Your assignment – Without including any pictures, write out the listing below exactly.

Available data –
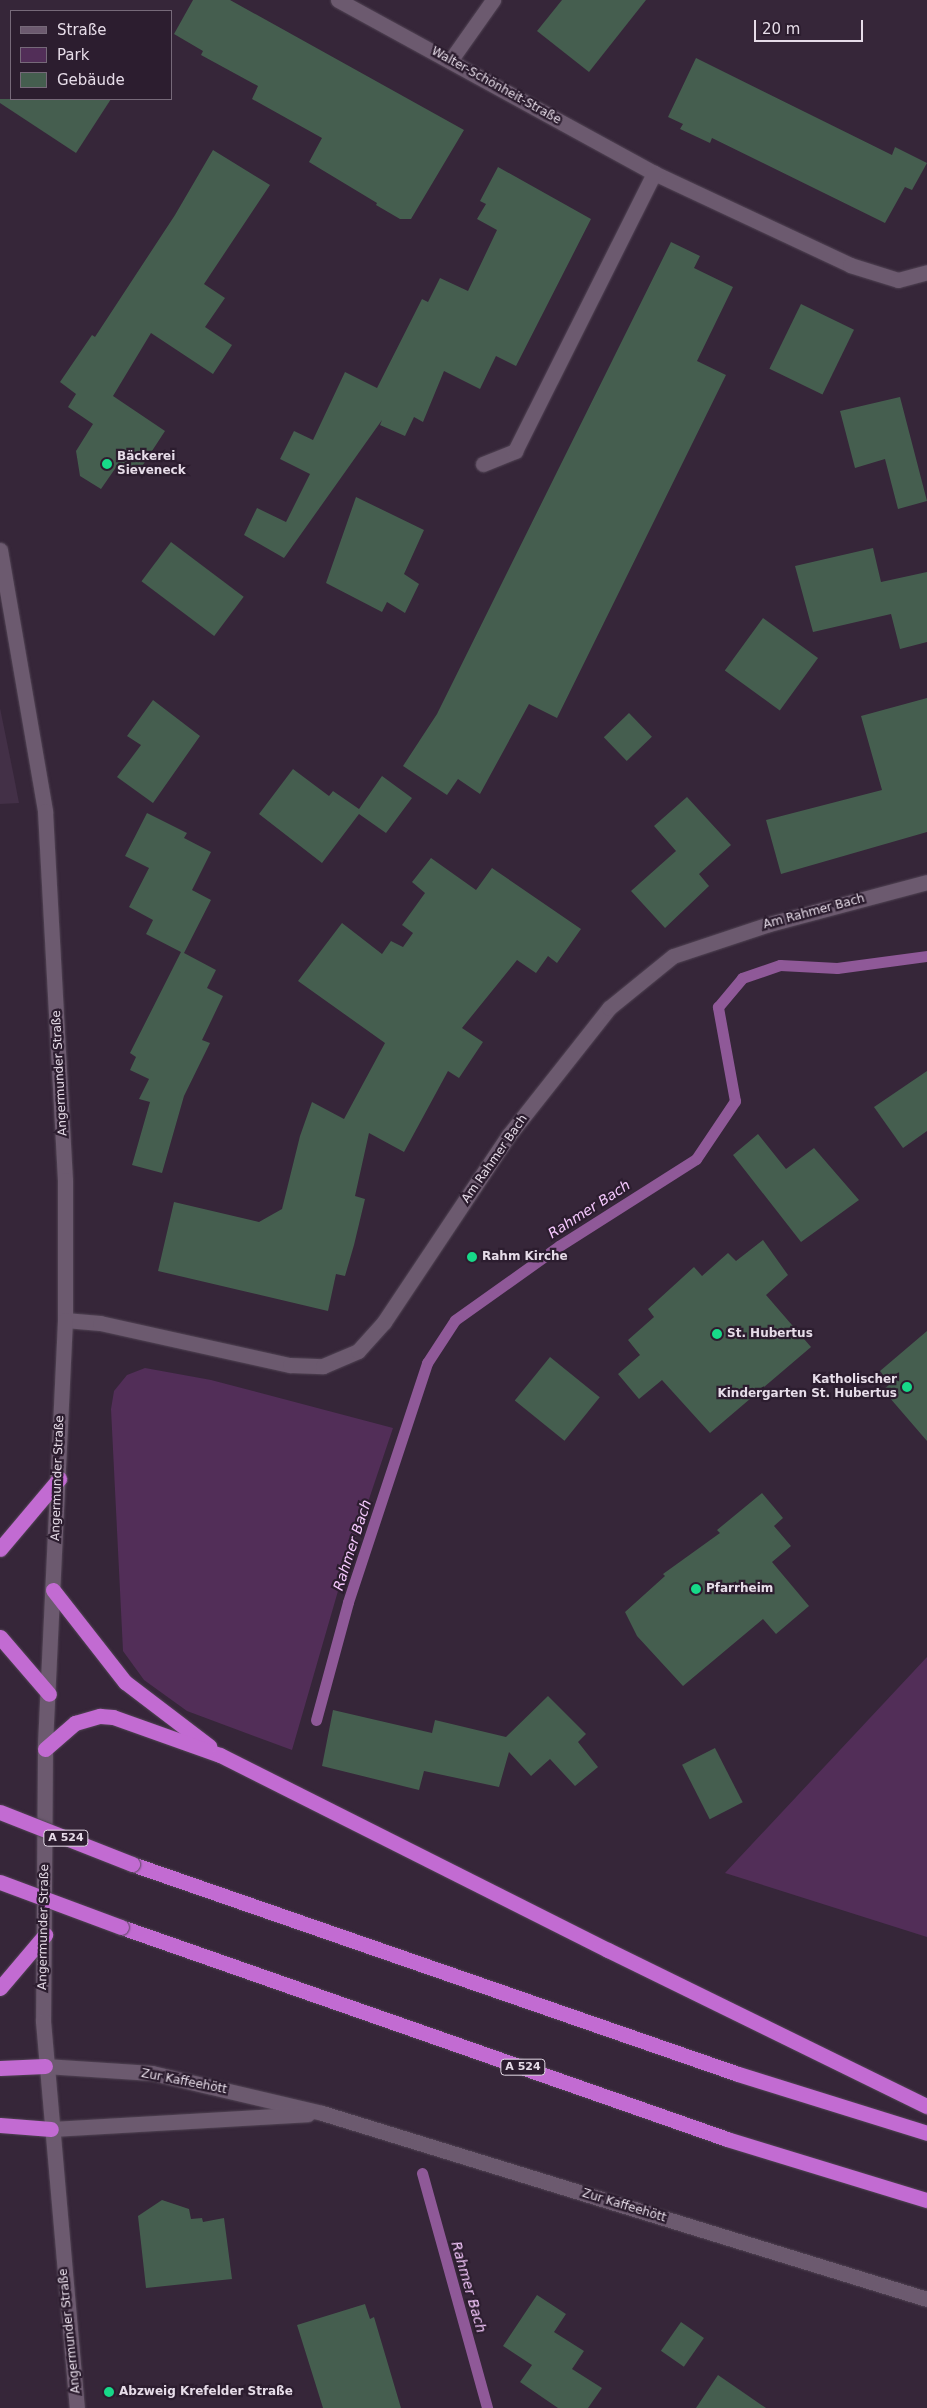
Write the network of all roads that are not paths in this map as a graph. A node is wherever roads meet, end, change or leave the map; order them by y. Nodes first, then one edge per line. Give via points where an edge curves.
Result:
1 (338, 0) edge
2 (493, 0) edge
3 (450, 60) junction
4 (654, 173) junction
5 (927, 272) edge
6 (483, 464) dead end
7 (0, 550) edge
8 (927, 882) edge
9 (65, 1320) junction
10 (59, 1479) junction
11 (0, 1549) edge
12 (53, 1590) junction
13 (0, 1637) edge
14 (49, 1694) junction
15 (45, 1749) junction
16 (220, 1755) junction
17 (0, 1812) edge
18 (0, 1882) edge
19 (45, 1935) junction
20 (0, 1988) edge
21 (45, 2066) junction
22 (0, 2068) edge
23 (927, 2106) edge
24 (322, 2113) junction
25 (0, 2125) edge
26 (51, 2129) junction
27 (927, 2133) edge
28 (927, 2200) edge
29 (927, 2300) edge
30 (77, 2408) edge

1 - 3 street, Walter-Schönheit-Straße
2 - 3 street
3 - 4 street, Walter-Schönheit-Straße
4 - 5 street, Walter-Schönheit-Straße via 850,265 898,280
4 - 6 street via 515,451
7 - 9 street, Angermunder Straße via 45,811 66,1190
8 - 9 street, Am Rahmer Bach via 769,924 673,956 609,1008 514,1129 384,1322 358,1351 323,1366 290,1365 100,1323
9 - 10 street, Angermunder Straße
10 - 11 highway
10 - 12 street, Angermunder Straße
12 - 14 street, Angermunder Straße
12 - 16 highway via 125,1682
13 - 14 highway
14 - 15 street, Angermunder Straße
15 - 16 highway via 75,1723 107,1717
15 - 19 street, Angermunder Straße
16 - 23 highway
17 - 27 highway, A 524, bridge via 132,1864 738,2074
18 - 28 highway, A 524, bridge via 727,2139
19 - 20 highway
19 - 21 street, Angermunder Straße
21 - 22 highway
21 - 24 street, Zur Kaffeehött via 152,2073
21 - 26 street, Angermunder Straße
24 - 26 street, Zur Kaffeehött
24 - 29 street, Zur Kaffeehött
25 - 26 highway
26 - 30 street, Angermunder Straße

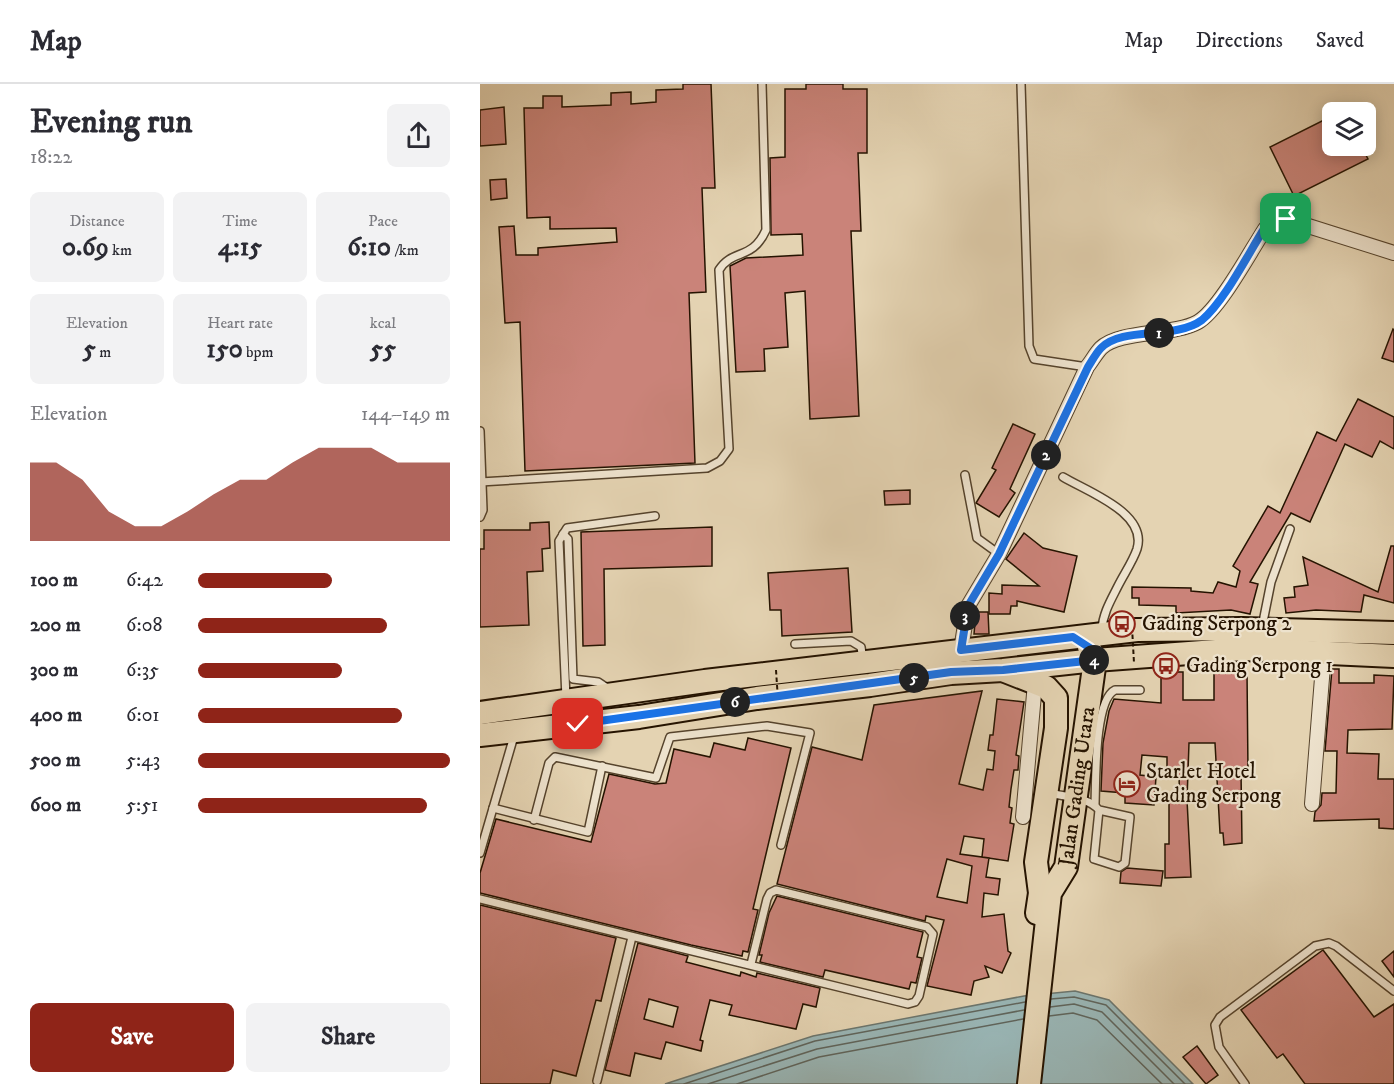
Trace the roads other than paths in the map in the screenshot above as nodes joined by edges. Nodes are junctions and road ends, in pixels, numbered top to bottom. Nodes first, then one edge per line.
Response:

Response to the exercise –
Write the network of all roads that are not paths in this map as a graph. A node is wherever roads meet, end, change or leave the map; order them by y. Nodes first, then one edge per line. Give via points where an edge curves.
Result:
1 (338, 0) edge
2 (493, 0) edge
3 (450, 60) junction
4 (654, 173) junction
5 (927, 272) edge
6 (483, 464) dead end
7 (0, 550) edge
8 (927, 882) edge
9 (65, 1320) junction
10 (59, 1479) junction
11 (0, 1549) edge
12 (53, 1590) junction
13 (0, 1637) edge
14 (49, 1694) junction
15 (45, 1749) junction
16 (220, 1755) junction
17 (0, 1812) edge
18 (0, 1882) edge
19 (45, 1935) junction
20 (0, 1988) edge
21 (45, 2066) junction
22 (0, 2068) edge
23 (927, 2106) edge
24 (322, 2113) junction
25 (0, 2125) edge
26 (51, 2129) junction
27 (927, 2133) edge
28 (927, 2200) edge
29 (927, 2300) edge
30 (77, 2408) edge

1 - 3 street, Walter-Schönheit-Straße
2 - 3 street
3 - 4 street, Walter-Schönheit-Straße
4 - 5 street, Walter-Schönheit-Straße via 850,265 898,280
4 - 6 street via 515,451
7 - 9 street, Angermunder Straße via 45,811 66,1190
8 - 9 street, Am Rahmer Bach via 769,924 673,956 609,1008 514,1129 384,1322 358,1351 323,1366 290,1365 100,1323
9 - 10 street, Angermunder Straße
10 - 11 highway
10 - 12 street, Angermunder Straße
12 - 14 street, Angermunder Straße
12 - 16 highway via 125,1682
13 - 14 highway
14 - 15 street, Angermunder Straße
15 - 16 highway via 75,1723 107,1717
15 - 19 street, Angermunder Straße
16 - 23 highway
17 - 27 highway, A 524, bridge via 132,1864 738,2074
18 - 28 highway, A 524, bridge via 727,2139
19 - 20 highway
19 - 21 street, Angermunder Straße
21 - 22 highway
21 - 24 street, Zur Kaffeehött via 152,2073
21 - 26 street, Angermunder Straße
24 - 26 street, Zur Kaffeehött
24 - 29 street, Zur Kaffeehött
25 - 26 highway
26 - 30 street, Angermunder Straße

Trace the roads other than paths in the map in the screenshot above as nodes joined by edges. Nodes are junctions and road ends, in pixels, numbered top to bottom. Nodes first, then one edge per line.
Response:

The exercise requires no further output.